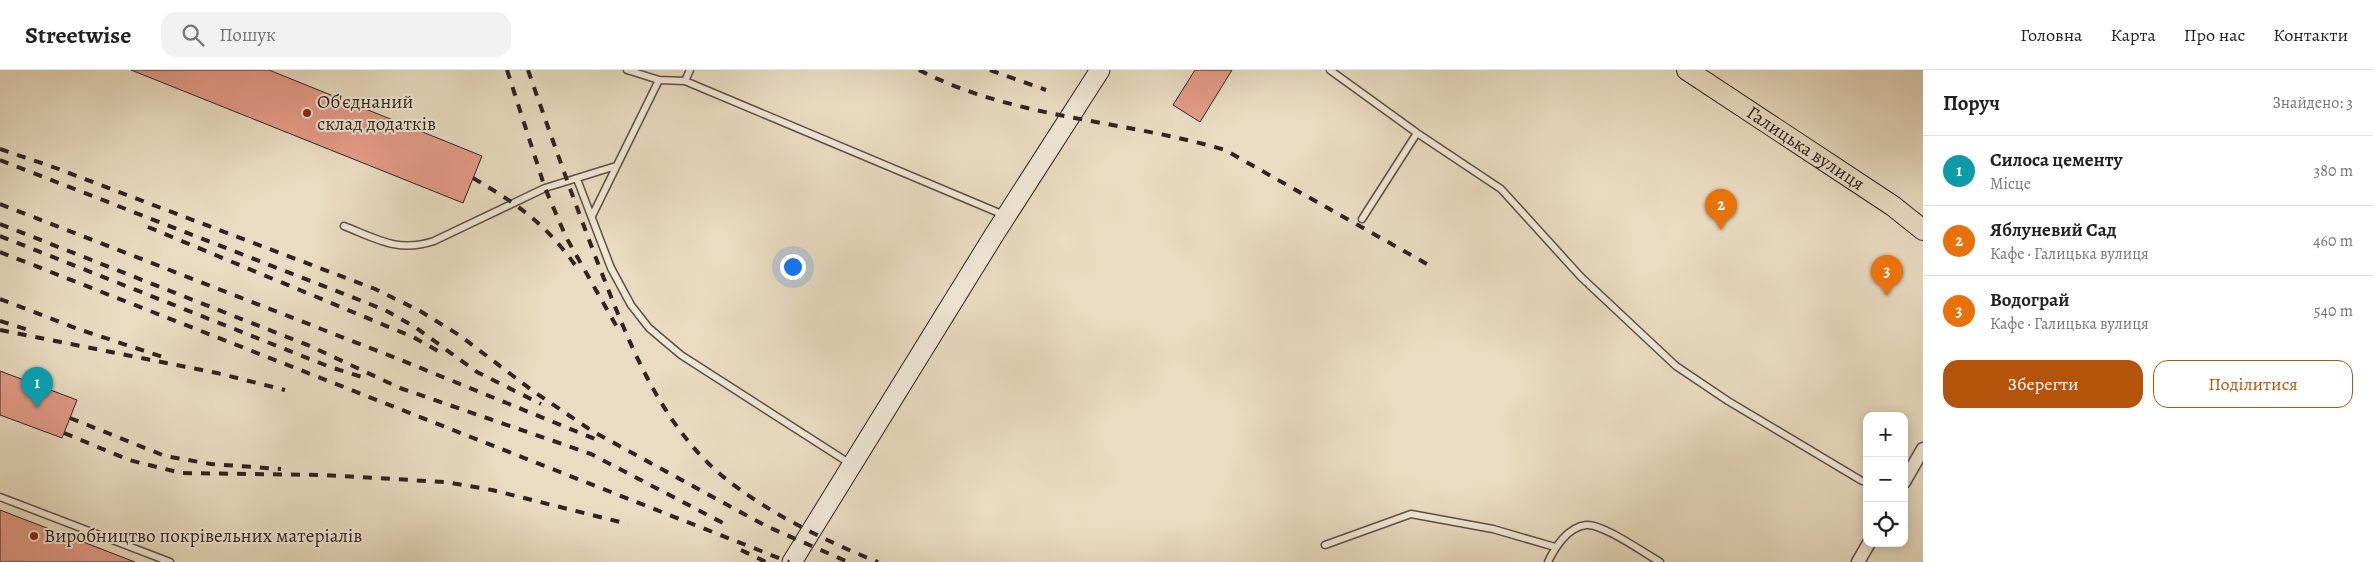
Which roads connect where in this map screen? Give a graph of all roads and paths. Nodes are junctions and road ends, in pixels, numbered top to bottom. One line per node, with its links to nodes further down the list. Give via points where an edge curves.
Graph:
1 (627, 70): 6 (lane)
2 (690, 70): 7 (lane)
3 (1100, 70): 12 (street)
4 (1330, 70): 8 (lane)
5 (1687, 70): 15 (main road, Галицька вулиця, via 1893,206)
6 (659, 80): 7 (lane); 9 (lane)
7 (685, 81): 12 (lane)
8 (1417, 134): 13 (lane); 19 (lane, via 1502,189 1582,277 1676,366)
9 (616, 166): 10 (lane); 11 (lane)
10 (577, 179): 11 (lane); 14 (lane, via 545,188 418,246 401,247)
11 (592, 216): 17 (lane, via 615,275 631,305 649,328 681,355)
12 (1007, 216): 17 (street)
13 (1362, 219)
14 (344, 226)
15 (1923, 230)
16 (1923, 449): 18 (street)
17 (851, 464): 25 (street)
18 (1908, 475)
19 (1862, 481)
20 (0, 497): 24 (lane)
21 (1325, 545): 22 (lane, via 1410,514 1492,529)
22 (1555, 547): 26 (lane); 27 (lane, via 1574,529 1587,524)
23 (1867, 547): 28 (street)
24 (170, 562)
25 (792, 562)
26 (1548, 562)
27 (1660, 562)
28 (1858, 562)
—————
> ACTIVITY
With the pictures left out, return all the material above exactly.

> TASK RESPONSE
Which roads connect where in this map screen? Give a graph of all roads and paths. Nodes are junctions and road ends, in pixels, numbered top to bottom. One line per node, with its links to nodes further down the list. Give via points where an edge curves.
Graph:
1 (627, 70): 6 (lane)
2 (690, 70): 7 (lane)
3 (1100, 70): 12 (street)
4 (1330, 70): 8 (lane)
5 (1687, 70): 15 (main road, Галицька вулиця, via 1893,206)
6 (659, 80): 7 (lane); 9 (lane)
7 (685, 81): 12 (lane)
8 (1417, 134): 13 (lane); 19 (lane, via 1502,189 1582,277 1676,366)
9 (616, 166): 10 (lane); 11 (lane)
10 (577, 179): 11 (lane); 14 (lane, via 545,188 418,246 401,247)
11 (592, 216): 17 (lane, via 615,275 631,305 649,328 681,355)
12 (1007, 216): 17 (street)
13 (1362, 219)
14 (344, 226)
15 (1923, 230)
16 (1923, 449): 18 (street)
17 (851, 464): 25 (street)
18 (1908, 475)
19 (1862, 481)
20 (0, 497): 24 (lane)
21 (1325, 545): 22 (lane, via 1410,514 1492,529)
22 (1555, 547): 26 (lane); 27 (lane, via 1574,529 1587,524)
23 (1867, 547): 28 (street)
24 (170, 562)
25 (792, 562)
26 (1548, 562)
27 (1660, 562)
28 (1858, 562)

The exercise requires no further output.